Io_uring, kTLS and Rust for zero syscall HTTPS server

(blog.habets.se)

Show context

Seattle3503 ◴[22 Aug 25 05:44 UTC] No.44981374[source]▶

> For example when submitting a write operation, the memory location of those bytes must not be deallocated or overwritten.

> The io-uring crate doesn’t help much with this. The API doesn’t allow the borrow checker to protect you at compile time, and I don’t see it doing any runtime checks either.

I've seen comments like this before[1], and I get the impression that building a a safe async Rust library around io_uring is actually quite difficult. Which is sort of a bummer.

IIRC Alice from the tokio team also suggested there hasn't been much interest in pushing through these difficulties more recently, as the current performance is "good enough".

[1] https://boats.gitlab.io/blog/post/io-uring/

replies(7): >>44981390 #>>44981469 #>>44981966 #>>44982846 #>>44983850 #>>44983930 #>>44989979 #

newpavlov ◴[22 Aug 25 10:32 UTC] No.44982846[source]▶

>>44981374 #

This actually one of my many gripes about Rust async and why I consider it a bad addition to the language in the long term. The fundamental problem is that rust async was developed when epoll was dominant (and almost no one in the Rust circles cared about IOCP) and it has heavily influenced the async design (sometimes indirectly through other languages).
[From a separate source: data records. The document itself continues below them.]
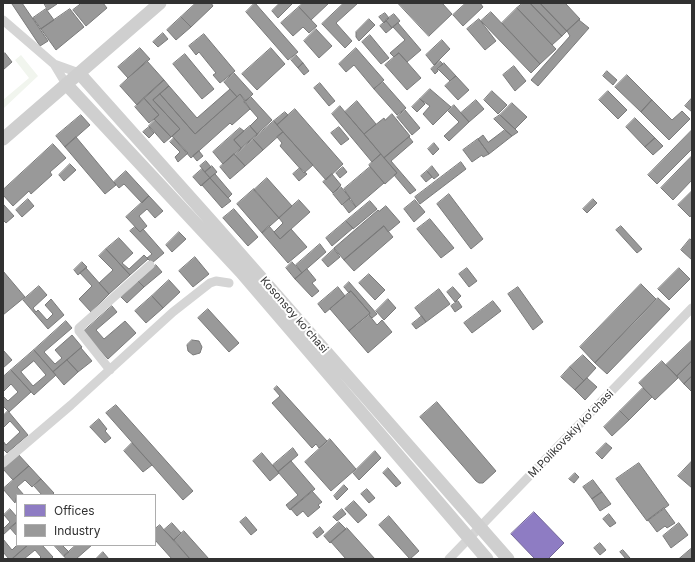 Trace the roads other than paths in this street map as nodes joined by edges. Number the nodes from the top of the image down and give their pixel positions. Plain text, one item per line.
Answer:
1 (160, 3) edge
2 (3, 20) edge
3 (54, 64) junction
4 (79, 73) junction
5 (66, 84) junction
6 (3, 139) edge
7 (150, 265) dead end
8 (229, 283) dead end
9 (692, 308) edge
10 (110, 370) junction
11 (3, 463) edge
12 (480, 528) junction
13 (469, 539) junction
14 (449, 559) edge
15 (487, 559) edge
16 (508, 559) edge

1 - 4 street
2 - 3 street
3 - 4 street
3 - 5 street
4 - 5 street
4 - 12 street, Kosonsoy koʻchasi
5 - 6 street
5 - 13 street, Kosonsoy koʻchasi
7 - 10 street
8 - 10 street
9 - 12 street, M.Polikovskiy koʻchasi
10 - 11 street
12 - 13 street, M.Polikovskiy koʻchasi
12 - 16 street, Kosonsoy koʻchasi
13 - 14 street, M.Polikovskiy koʻchasi
13 - 15 street, Kosonsoy koʻchasi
Think about it for a second. Why do we not have this problem with "synchronous" syscalls? When you call `read` you also "pass mutable borrow" of the buffer to the kernel, but it maps well into the Rust ownership/borrow model since the syscall blocks execution of the thread and there are no ways to prevent it in user code. With poll-based async model you side-step this issues since you use the same "sync" syscalls, but which are guaranteed to return without blocking.

For a completion-based IO to work properly with the ownership/borrow model we have to guarantee that the task code will not continue execution until it receives a completion event. You simply can not do it with state machines polled in user code. But the threading model fits here perfectly! If we are to replace threads with "green" threads, user Rust code will look indistinguishable from "synchronous" code. And no, the green threads model can work properly on embedded systems as demonstrated by many RTOSes.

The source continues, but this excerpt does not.